[Stored entries]
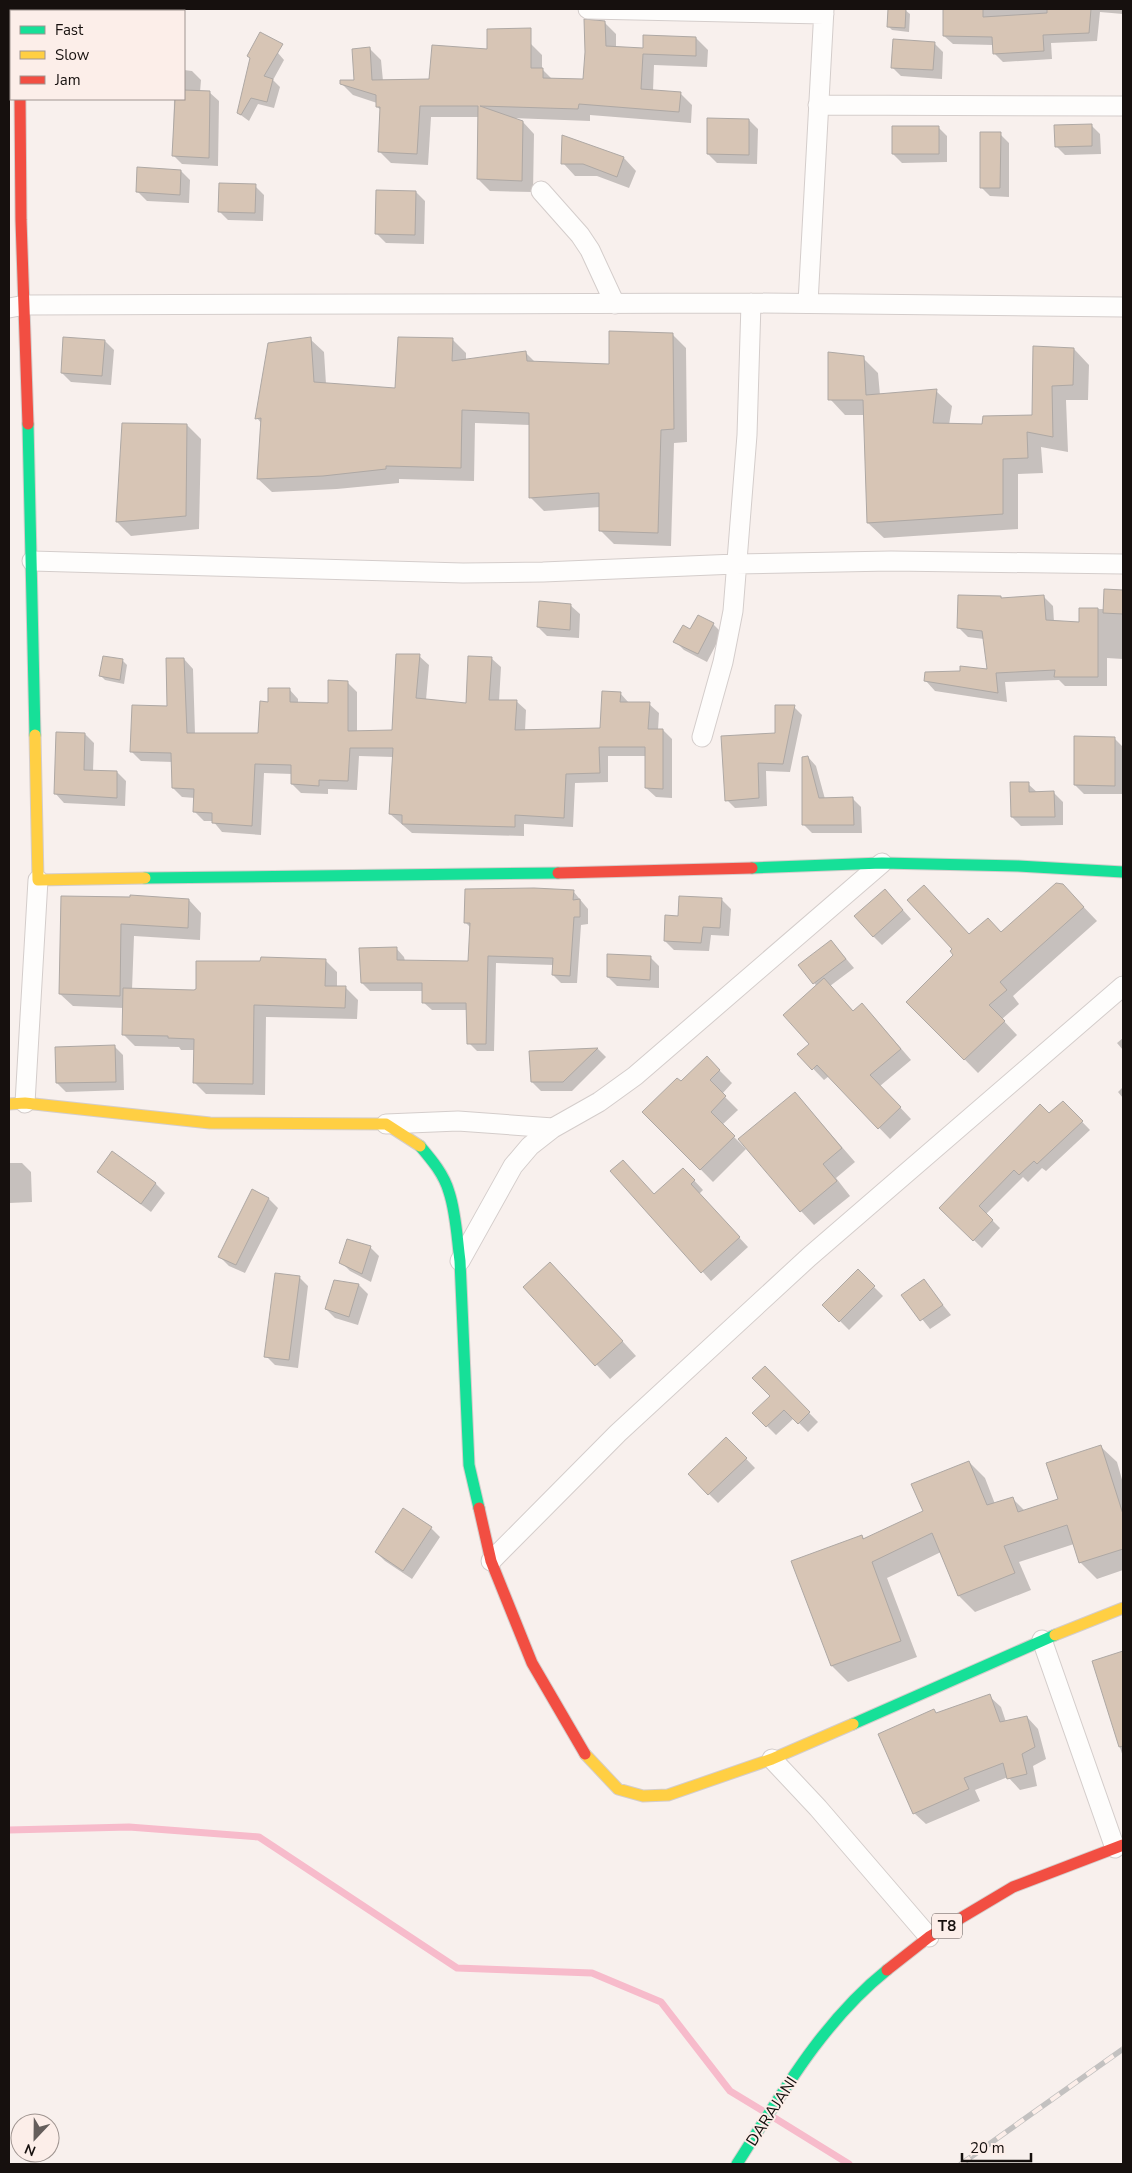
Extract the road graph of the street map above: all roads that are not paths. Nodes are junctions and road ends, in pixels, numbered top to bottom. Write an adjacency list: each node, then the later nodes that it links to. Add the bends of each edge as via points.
1 (588, 9): 2 (street)
2 (824, 12): 4 (street)
3 (20, 100): 10 (main road)
4 (818, 105): 5 (street); 8 (street)
5 (1123, 106)
6 (541, 191): 9 (street, via 590,250)
7 (751, 303): 8 (street); 9 (street); 13 (street, via 747,435)
8 (808, 303): 11 (street)
9 (615, 304): 10 (street)
10 (17, 307): 12 (main road)
11 (1123, 307)
12 (32, 561): 13 (street, via 463,573); 18 (main road)
13 (736, 564): 14 (street, via 891,561); 15 (street, via 733,611 723,662)
14 (1123, 564)
15 (702, 737)
16 (882, 863): 17 (main road); 18 (main road, via 668,871); 22 (street, via 635,1076 599,1102)
17 (1123, 872)
18 (38, 880): 20 (street)
19 (1123, 986): 24 (street, via 809,1258 618,1433)
20 (17, 1103): 21 (main road, via 210,1123)
21 (386, 1124): 22 (street, via 458,1121); 23 (main road, via 418,1144 436,1165 449,1191)
22 (553, 1128): 23 (street, via 530,1146 513,1166)
23 (460, 1261): 24 (main road, via 469,1466)
24 (491, 1561): 27 (main road, via 532,1663 587,1757 618,1788 643,1796 668,1795)
25 (1123, 1608): 26 (main road)
26 (1042, 1640): 27 (main road); 28 (street)
27 (772, 1758): 29 (street)
28 (1119, 1847): 29 (main road, T8, via 1012,1887)
29 (928, 1937): 30 (main road, DARAJANI / T8, via 871,1983 838,2017 805,2058)
30 (737, 2164)

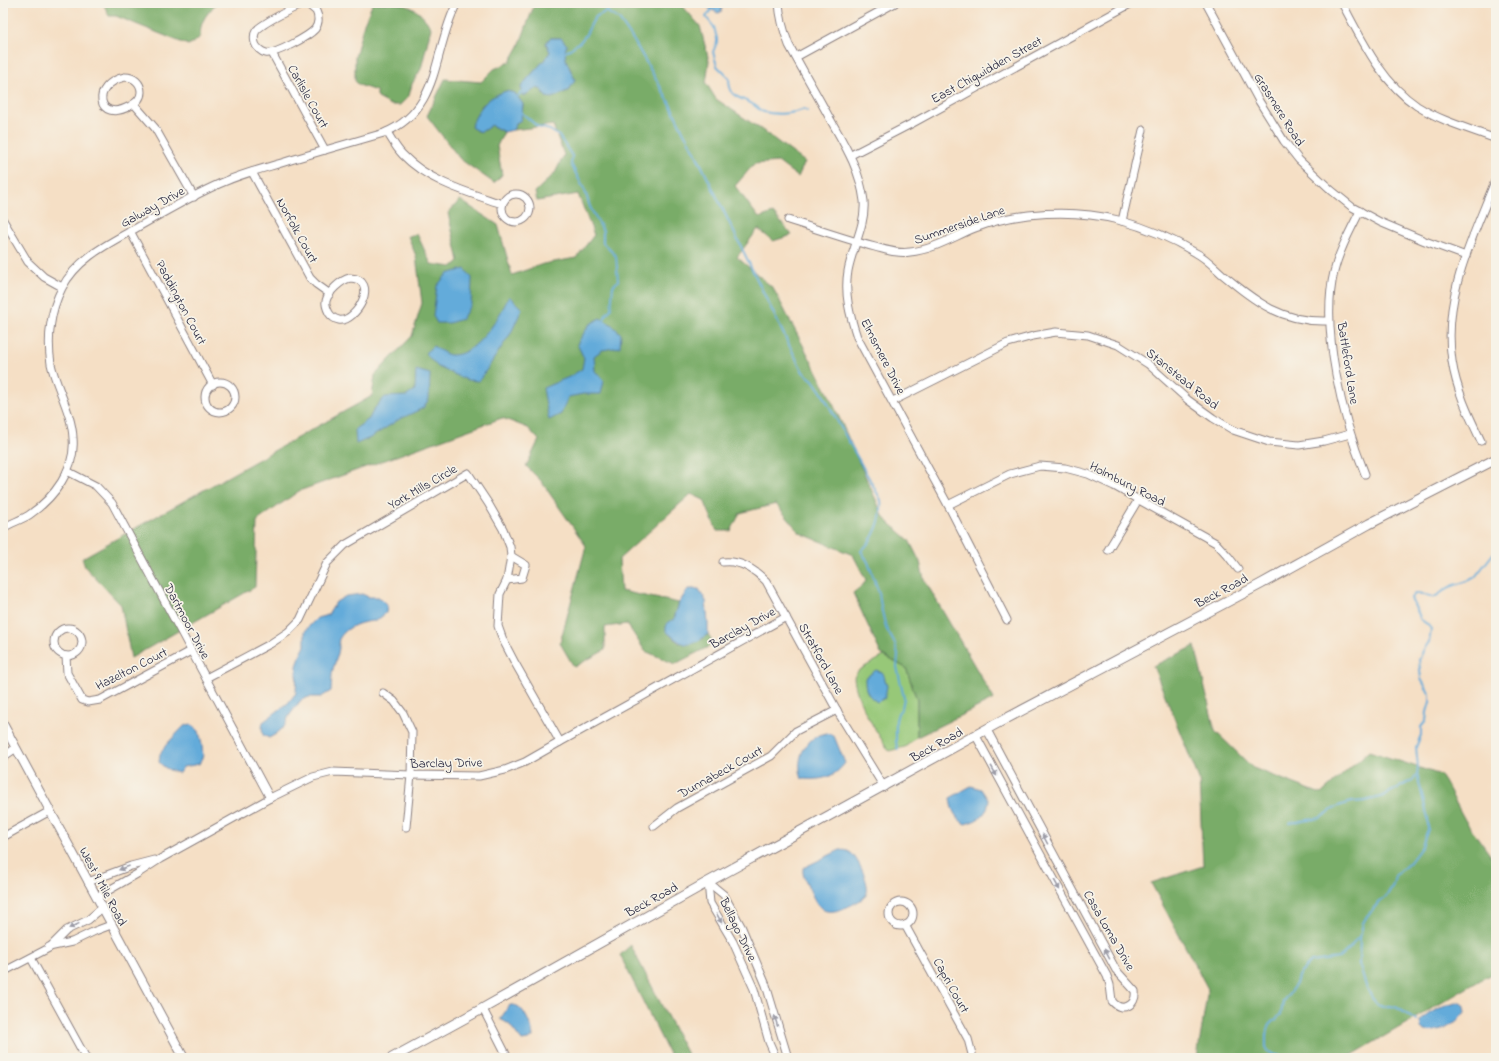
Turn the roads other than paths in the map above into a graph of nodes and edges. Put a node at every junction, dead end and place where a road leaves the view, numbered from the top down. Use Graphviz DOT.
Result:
graph roads {
  1 [pos="457,3"];
  2 [pos="779,3"];
  3 [pos="895,3"];
  4 [pos="1132,3"];
  5 [pos="1206,3"];
  6 [pos="1342,3"];
  7 [pos="272,53"];
  8 [pos="796,57"];
  9 [pos="134,104"];
  10 [pos="1143,130"];
  11 [pos="387,132"];
  12 [pos="1496,139"];
  13 [pos="325,150"];
  14 [pos="851,155"];
  15 [pos="252,172"];
  16 [pos="1496,179"];
  17 [pos="194,197"];
  18 [pos="502,204"];
  19 [pos="1360,211"];
  20 [pos="3,220"];
  21 [pos="788,220"];
  22 [pos="1122,221"];
  23 [pos="130,231"];
  24 [pos="856,242"];
  25 [pos="1466,256"];
  26 [pos="62,287"];
  27 [pos="330,294"];
  28 [pos="1330,321"];
  29 [pos="213,384"];
  30 [pos="893,401"];
  31 [pos="1350,434"];
  32 [pos="1481,441"];
  33 [pos="1496,459"];
  34 [pos="67,471"];
  35 [pos="1366,474"];
  36 [pos="1138,500"];
  37 [pos="948,504"];
  38 [pos="3,528"];
  39 [pos="1108,550"];
  40 [pos="511,556"];
  41 [pos="723,562"];
  42 [pos="1238,569"];
  43 [pos="507,580"];
  44 [pos="786,617"];
  45 [pos="1007,620"];
  46 [pos="191,651"];
  47 [pos="66,656"];
  48 [pos="206,678"];
  49 [pos="383,693"];
  50 [pos="837,710"];
  51 [pos="3,724"];
  52 [pos="987,730"];
  53 [pos="976,736"];
  54 [pos="560,742"];
  55 [pos="16,748"];
  56 [pos="3,756"];
  57 [pos="411,775"];
  58 [pos="884,787"];
  59 [pos="270,798"];
  60 [pos="50,811"];
  61 [pos="654,826"];
  62 [pos="406,827"];
  63 [pos="3,837"];
  64 [pos="160,859"];
  65 [pos="88,882"];
  66 [pos="708,882"];
  67 [pos="97,897"];
  68 [pos="102,908"];
  69 [pos="905,925"];
  70 [pos="111,926"];
  71 [pos="49,948"];
  72 [pos="31,958"];
  73 [pos="3,972"];
  74 [pos="483,1009"];
  75 [pos="86,1058"];
  76 [pos="184,1058"];
  77 [pos="392,1058"];
  78 [pos="508,1058"];
  79 [pos="776,1058"];
  80 [pos="788,1058"];
  81 [pos="972,1058"];
  1 -- 11 [label="street, Galway Drive"];
  2 -- 8 [label="street, Elmsmere Drive"];
  3 -- 8 [label="street"];
  4 -- 14 [label="street, East Chigwidden Street"];
  5 -- 19 [label="street, Grasmere Road"];
  6 -- 12 [label="street"];
  7 -- 7 [label="street, Carlisle Court"];
  7 -- 13 [label="street, Carlisle Court"];
  8 -- 14 [label="street, Elmsmere Drive"];
  9 -- 9 [label="street"];
  9 -- 17 [label="street"];
  10 -- 22 [label="street"];
  11 -- 13 [label="street, Galway Drive"];
  11 -- 18 [label="street"];
  13 -- 15 [label="street, Galway Drive"];
  14 -- 24 [label="street, Elmsmere Drive"];
  15 -- 17 [label="street, Galway Drive"];
  15 -- 27 [label="street, Norfolk Court"];
  16 -- 25 [label="street"];
  17 -- 23 [label="street, Galway Drive"];
  18 -- 18 [label="street"];
  19 -- 25 [label="street, Grasmere Road"];
  19 -- 28 [label="street, Battleford Lane"];
  20 -- 26 [label="street"];
  21 -- 24 [label="street, Summerside Lane"];
  22 -- 24 [label="street, Summerside Lane"];
  22 -- 28 [label="street, Summerside Lane"];
  23 -- 26 [label="street, Galway Drive"];
  23 -- 29 [label="street, Paddington Court"];
  24 -- 30 [label="street, Elmsmere Drive"];
  25 -- 32 [label="street"];
  26 -- 34 [label="street, Galway Drive"];
  27 -- 27 [label="street"];
  28 -- 31 [label="street, Battleford Lane"];
  29 -- 29 [label="street"];
  30 -- 31 [label="street, Stanstead Road"];
  30 -- 37 [label="street, Elmsmere Drive"];
  31 -- 35 [label="street, Battleford Lane"];
  33 -- 52 [label="main road, Beck Road"];
  34 -- 38 [label="street, Galway Drive"];
  34 -- 46 [label="street, Dartmoor Drive"];
  36 -- 37 [label="street, Holmbury Road"];
  36 -- 39 [label="street"];
  36 -- 42 [label="street, Holmbury Road"];
  37 -- 45 [label="street, Elmsmere Drive"];
  40 -- 43 [label="street, York Mills Circle"];
  40 -- 43 [label="street"];
  40 -- 48 [label="street, York Mills Circle"];
  41 -- 44 [label="street, Stratford Lane"];
  43 -- 54 [label="street, York Mills Circle"];
  44 -- 50 [label="street, Stratford Lane"];
  44 -- 54 [label="street, Barclay Drive"];
  46 -- 47 [label="street, Hazelton Court"];
  46 -- 48 [label="street, Dartmoor Drive"];
  48 -- 59 [label="street, Dartmoor Drive"];
  49 -- 57 [label="street"];
  50 -- 58 [label="street, Stratford Lane"];
  50 -- 61 [label="street, Dunnabeck Court"];
  51 -- 55 [label="street, West 9 Mile Road"];
  52 -- 53 [label="main road, Beck Road"];
  53 -- 52 [label="street, Casa Loma Drive, one-way"];
  53 -- 58 [label="main road, Beck Road"];
  54 -- 57 [label="street, Barclay Drive"];
  55 -- 56 [label="street"];
  55 -- 60 [label="street, West 9 Mile Road"];
  57 -- 59 [label="street, Barclay Drive"];
  57 -- 62 [label="street"];
  58 -- 66 [label="main road, Beck Road"];
  59 -- 64 [label="street, Barclay Drive"];
  60 -- 63 [label="street"];
  60 -- 65 [label="street, West 9 Mile Road"];
  64 -- 65 [label="street, Barclay Drive, one-way"];
  64 -- 67 [label="street, Barclay Drive"];
  65 -- 67 [label="street, West 9 Mile Road"];
  66 -- 74 [label="main road, Beck Road"];
  66 -- 79 [label="street, Bellago Drive, one-way"];
  80 -- 66 [label="street, Bellago Drive, one-way"];
  67 -- 68 [label="street, West 9 Mile Road"];
  68 -- 70 [label="street, West 9 Mile Road"];
  68 -- 71 [label="street, one-way"];
  69 -- 81 [label="street, Capri Court"];
  70 -- 71 [label="street"];
  70 -- 76 [label="street, West 9 Mile Road"];
  71 -- 72 [label="street"];
  72 -- 73 [label="street"];
  72 -- 75 [label="street"];
  74 -- 77 [label="main road, Beck Road"];
  74 -- 78 [label="street"];
}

- _Goal of the exercise_
"Circle" is the string to look for; please copy every line of the records above where it appears.

- _Reply to the exercise_
  40 -- 43 [label="street, York Mills Circle"];
  40 -- 48 [label="street, York Mills Circle"];
  43 -- 54 [label="street, York Mills Circle"];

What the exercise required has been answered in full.